Naar binnen gerichte woonerven

Door: Martin Liebregts

Elke keer verbaast het je als je wat nauwkeuriger kijkt naar de gebouwde omgeving die ons omringt. De tijdsgeest is er volop te proeven, of we nu een vooroorlogse wijk, een zestiger jaren wijk of de ‘knusse’ wijken uit de tweede helft van de zeventiger en begin tachtiger jaren bekijken. Wat opvalt, is dat in al die perioden mensen met al hun kunnen gepoogd hebben een passend antwoord te geven voor de korte en lange termijn. Nu deze serie over de wijken uit de zeventiger en tachtiger jaren van de vorige eeuw is gestart en de blik wat nauwkeuriger op deze wijken gericht wordt, roept het toch in eerste instantie positieve gevoelens op. Ofschoon de stedenbouw en architectuur een duidelijke datum hebben, zijn er oplossingen bedacht, die nog steeds studie verdienen. Het zijn proefprojecten die al dertig jaar meegaan.
In de praktijk wordt er pas gekeken naar de projecten als er problemen zijn en dan zie je dat de actuele problemen de aanwezige kwaliteiten volledig overschaduwen. Dergelijke situaties hebben we met alle bouwperioden meegemaakt. In de zeventiger jaren van de vorige eeuw was er geen oog voor de waarde van het tuindorp/de tuinstad. Het was gedateerd. Nu wordt het bijna met monumentenhandschoenen benaderd. Hetzelfde lot overkwam de vijftiger en zestiger jaren wijk. Niet de intrinsieke waardes werden herkend, maar de problemen domineerden het denken. Dit zie je nu gebeuren met de bouw uit de zeventiger en tachtiger jaren uit de vorige eeuw, terwijl deze wijken over uitgeprobeerde concepten beschikken, die de moeite waard zijn. De serie artikelen over deze periode probeert dat al zoekende bloot te leggen.
Dit artikel richt zich op de stedenbouwkundige opzet van deze wijken, die ondersteund of begeleid worden door de architectuur. Aan de hand van twee voorbeelden zal gepoogd worden aan te geven dat er veel positieve lessen uit te trekken zijn en dat in de marges misschien bijstelling nodig is.

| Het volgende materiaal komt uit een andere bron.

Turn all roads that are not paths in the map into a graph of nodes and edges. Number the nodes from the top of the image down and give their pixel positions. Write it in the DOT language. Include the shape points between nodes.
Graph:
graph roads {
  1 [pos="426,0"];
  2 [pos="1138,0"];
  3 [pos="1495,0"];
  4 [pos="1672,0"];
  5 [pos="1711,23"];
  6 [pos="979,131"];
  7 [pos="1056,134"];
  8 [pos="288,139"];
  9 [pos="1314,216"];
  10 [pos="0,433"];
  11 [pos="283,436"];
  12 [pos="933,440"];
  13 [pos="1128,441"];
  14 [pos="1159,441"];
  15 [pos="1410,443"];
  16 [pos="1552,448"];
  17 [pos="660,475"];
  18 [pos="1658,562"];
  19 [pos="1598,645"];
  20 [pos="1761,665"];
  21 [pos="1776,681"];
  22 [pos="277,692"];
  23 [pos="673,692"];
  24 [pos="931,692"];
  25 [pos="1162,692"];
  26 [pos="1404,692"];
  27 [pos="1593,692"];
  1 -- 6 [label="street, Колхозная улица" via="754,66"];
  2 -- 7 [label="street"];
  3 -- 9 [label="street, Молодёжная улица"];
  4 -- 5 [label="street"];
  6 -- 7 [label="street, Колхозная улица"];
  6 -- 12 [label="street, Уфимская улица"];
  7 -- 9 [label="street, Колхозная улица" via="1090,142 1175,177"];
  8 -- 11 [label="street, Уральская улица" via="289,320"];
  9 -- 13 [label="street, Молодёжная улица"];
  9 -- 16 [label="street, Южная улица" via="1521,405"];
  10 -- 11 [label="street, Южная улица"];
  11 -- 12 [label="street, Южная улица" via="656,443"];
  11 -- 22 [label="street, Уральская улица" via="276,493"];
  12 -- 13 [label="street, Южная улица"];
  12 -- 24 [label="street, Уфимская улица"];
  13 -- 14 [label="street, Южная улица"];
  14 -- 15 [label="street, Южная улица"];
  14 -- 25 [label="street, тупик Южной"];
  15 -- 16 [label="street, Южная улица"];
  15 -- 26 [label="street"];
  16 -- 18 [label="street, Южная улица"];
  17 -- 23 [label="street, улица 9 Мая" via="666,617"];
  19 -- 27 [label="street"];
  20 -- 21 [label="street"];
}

Grote percelen en parkeren op eigen terrein
In de koopsector is er sprake van relatief grote percelen in deze periode. Gemiddeld bedragen ze 200 m2, terwijl in de voorafgaande periode de grootte niet veel meer was dan 100 m2. Tegelijkertijd neemt het parkeren op eigen terrein een hoge vlucht. Globaal zijn hierbij twee principe oplossingen toegepast.
–          Garage of carport aan de voorzijde
–          Garages op het achterterrein. Ook aan de achterzijde worden de woningen ontsloten
In tegenstelling tot de zestiger jaren wordt de oplossing zo dicht mogelijk bij de individuele woning gebracht. Het parkeren aan de voorzijde, al of niet gecombineerd met garage en/of berging leidt ertoe dat het wonen op de achterzijde wordt gericht (het zogenaamde tuinkamerwonen).

Hofje of besloten straat
Hoewel het maar om twee voorbeelden gaat, zijn ze wel redelijk representatief voor de nieuwe ontwikkelingen de tweede helft van de zeventiger jaren van de vorige eeuw. Aan de ene kant werd er gezocht naar hofjes, die besloten waren en ’s avonds dienst deden als parkeerruimte en overdag ruimte boden aan spelen. Soms werd de ruimte enigszins verdiept gelegd. De algemene opvatting was dat overdag iedereen werkte die een auto bezat. Echter de werkelijkheid is structureel veranderd. Het gevolg is dat dergelijke hofjes bijna continu een parkeerplaats vormen. Een van de redenen is dat de garages niet voor de auto, maar als berging gebruikt worden. Als dat zo is, is het nodig door inrichting de twee gebruiksopties opnieuw ruimte te geven voor de dag en de nacht.
De ontwikkeling die erop volgde was, dat het parkeren opnieuw naar de achterzijde werd gebracht. Nu niet zoals in de periode daarvoor op een gemeenschappelijk terrein, maar juist zo privé mogelijk. Het resultaat was dat de straten ruimte konden bieden aan andere functies.
Door de introductie van de gebogen straten, waardoor een beslotenheid toenam, en het geheel een meer organische structuur suggereerde, werd de straat de buurthuiskamer voor overdag.
Het resultaat is dat de woonomgeving een grote mate van beslotenheid kent. Er is zelfs sprake van intimiteit. Op zich is dit zijn intrinsieke waarde. Maar ook hier geldt dat geleding en inrichting een eigentijdse vertaling behoeven.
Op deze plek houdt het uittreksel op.